Shoppers filled my line as I rang at the register. The day blew by between the fast pace and the rude customers I attempted to dodge. With each passing moment of forcing my smile, I found my face hurting more and more. Soon my eyes began to hurt from keeping them from rolling at the mean/rude/stupid customers. After a while I had to crawl my way away from a register and sit in the office for a few minutes to breath.
After each customer that wished me a merry Christmas, I felt like the well wish was more and more distant, as though Christmas was farther and farther away. Like it wasn’t going to ever really happen. When you work retail, it kind of gets like that. You don’t want to buy gifts for people. You don’t want to decorate. You don’t need another thing. You just want the freaking holiday over with.
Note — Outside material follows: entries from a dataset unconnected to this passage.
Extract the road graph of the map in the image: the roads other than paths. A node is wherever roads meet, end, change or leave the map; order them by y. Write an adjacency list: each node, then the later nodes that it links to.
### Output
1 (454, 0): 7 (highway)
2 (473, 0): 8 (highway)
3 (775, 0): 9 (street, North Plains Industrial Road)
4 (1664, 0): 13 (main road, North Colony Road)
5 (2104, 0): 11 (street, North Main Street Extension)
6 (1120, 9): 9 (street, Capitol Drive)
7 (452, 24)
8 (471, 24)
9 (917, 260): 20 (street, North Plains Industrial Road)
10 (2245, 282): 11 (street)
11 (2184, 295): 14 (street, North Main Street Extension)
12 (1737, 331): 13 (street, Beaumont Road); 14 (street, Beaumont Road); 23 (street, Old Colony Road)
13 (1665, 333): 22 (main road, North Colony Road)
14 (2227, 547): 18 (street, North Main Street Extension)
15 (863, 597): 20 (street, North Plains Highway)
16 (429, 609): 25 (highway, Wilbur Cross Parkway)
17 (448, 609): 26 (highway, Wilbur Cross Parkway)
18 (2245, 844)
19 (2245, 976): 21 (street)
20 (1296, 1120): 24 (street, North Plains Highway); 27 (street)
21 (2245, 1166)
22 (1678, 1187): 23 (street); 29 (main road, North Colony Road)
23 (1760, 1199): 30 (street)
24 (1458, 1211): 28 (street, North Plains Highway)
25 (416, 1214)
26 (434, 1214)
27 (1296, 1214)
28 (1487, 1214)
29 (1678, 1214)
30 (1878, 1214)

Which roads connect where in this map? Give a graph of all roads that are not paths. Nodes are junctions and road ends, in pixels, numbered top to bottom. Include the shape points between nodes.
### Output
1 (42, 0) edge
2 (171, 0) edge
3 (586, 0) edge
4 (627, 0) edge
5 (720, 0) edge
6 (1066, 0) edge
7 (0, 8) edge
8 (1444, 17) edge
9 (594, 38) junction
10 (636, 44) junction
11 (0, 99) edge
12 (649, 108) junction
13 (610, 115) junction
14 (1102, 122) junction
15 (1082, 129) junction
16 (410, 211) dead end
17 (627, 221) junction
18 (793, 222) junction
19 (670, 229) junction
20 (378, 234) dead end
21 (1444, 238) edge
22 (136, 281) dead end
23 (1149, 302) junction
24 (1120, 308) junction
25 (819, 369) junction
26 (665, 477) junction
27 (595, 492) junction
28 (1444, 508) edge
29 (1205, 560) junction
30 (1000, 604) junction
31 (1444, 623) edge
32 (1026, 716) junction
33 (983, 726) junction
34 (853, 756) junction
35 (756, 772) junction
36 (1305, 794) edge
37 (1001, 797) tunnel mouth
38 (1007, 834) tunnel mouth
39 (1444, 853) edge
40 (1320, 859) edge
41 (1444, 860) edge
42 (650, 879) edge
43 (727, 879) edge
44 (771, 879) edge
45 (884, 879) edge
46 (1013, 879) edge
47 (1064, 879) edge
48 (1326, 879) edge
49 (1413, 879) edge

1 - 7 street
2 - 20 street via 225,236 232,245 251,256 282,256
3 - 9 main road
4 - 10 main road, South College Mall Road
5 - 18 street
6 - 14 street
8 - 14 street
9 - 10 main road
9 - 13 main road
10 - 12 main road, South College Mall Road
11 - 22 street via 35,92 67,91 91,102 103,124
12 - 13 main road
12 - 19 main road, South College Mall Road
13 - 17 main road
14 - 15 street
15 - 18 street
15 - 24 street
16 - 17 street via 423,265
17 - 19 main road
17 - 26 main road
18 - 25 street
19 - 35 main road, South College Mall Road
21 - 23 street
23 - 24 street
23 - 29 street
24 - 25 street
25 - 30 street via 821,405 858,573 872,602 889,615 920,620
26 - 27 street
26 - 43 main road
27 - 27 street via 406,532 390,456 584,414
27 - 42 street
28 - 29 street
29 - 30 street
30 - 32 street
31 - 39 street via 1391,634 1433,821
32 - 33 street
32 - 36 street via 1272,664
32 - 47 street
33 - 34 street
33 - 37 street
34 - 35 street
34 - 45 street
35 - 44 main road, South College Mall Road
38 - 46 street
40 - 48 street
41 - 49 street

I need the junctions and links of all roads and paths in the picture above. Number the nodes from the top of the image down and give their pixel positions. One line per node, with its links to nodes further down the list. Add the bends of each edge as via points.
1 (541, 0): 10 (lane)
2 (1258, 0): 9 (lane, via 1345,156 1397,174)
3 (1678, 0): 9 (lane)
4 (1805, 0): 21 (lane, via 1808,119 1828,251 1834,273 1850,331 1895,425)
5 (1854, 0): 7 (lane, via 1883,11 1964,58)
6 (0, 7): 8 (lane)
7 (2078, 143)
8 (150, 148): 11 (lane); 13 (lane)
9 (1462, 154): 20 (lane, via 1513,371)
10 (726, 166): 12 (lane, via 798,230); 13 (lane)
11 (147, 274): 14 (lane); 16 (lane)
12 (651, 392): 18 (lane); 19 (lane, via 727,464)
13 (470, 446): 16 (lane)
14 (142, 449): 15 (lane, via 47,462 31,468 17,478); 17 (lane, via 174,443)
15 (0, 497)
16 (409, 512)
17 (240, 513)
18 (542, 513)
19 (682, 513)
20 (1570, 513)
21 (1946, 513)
My family decided last July to go on a family camping trip in lieu of gifts for Christmas. To give each other an experience instead of gift giving. Even still, I found myself having a hard time giving in to the habit of getting everyone a gift for Christmas. So I caved and got everyone something, but is year, I decided to challenge myself to “buy small” and only shop at local botiues and stores. Nothing owned by a big corporation. Small little gift shops that helped invest in my local community, and I made sure to get everyone a local product, like coffee roasted in my town, or an ornament that was specific to our community. Something that helped out the little guys.
Last year I had done something similar. Last year I had challenged myself to purchase exclusively charity items. Items from retailers that were specifically charity products, or items directly from the online stores of non-profit organizations. I attempted to do what I could to help some charities close to my heart, one of them being LINK (Liberty In North Korea), which is dedicated to helping refugees flee the tyrannical political climate of North Korea, and in some cases reuniting families in South Korea who had “defected” from North Korea.
I suppose I keep giving myself challenges not only to test my ability to find these kinds of thoughtful ways of giving, but because I desperately want Christmas to be meaningful for someone somewhere, even while I’m sick of the commercialism and meaninglessness that corporations give to the season. Even if people are just going to throw my gift away a few years down the road. Even while I know the items I’m giving are temporary, that the money to purchase them will have a lasting impact on my community, or in the life of someone seeking to start over after living through horrors. I refuse to let the frivolousness of the season continue to be frivolity. It must mean something, because life is too short to not give meaningful gifts.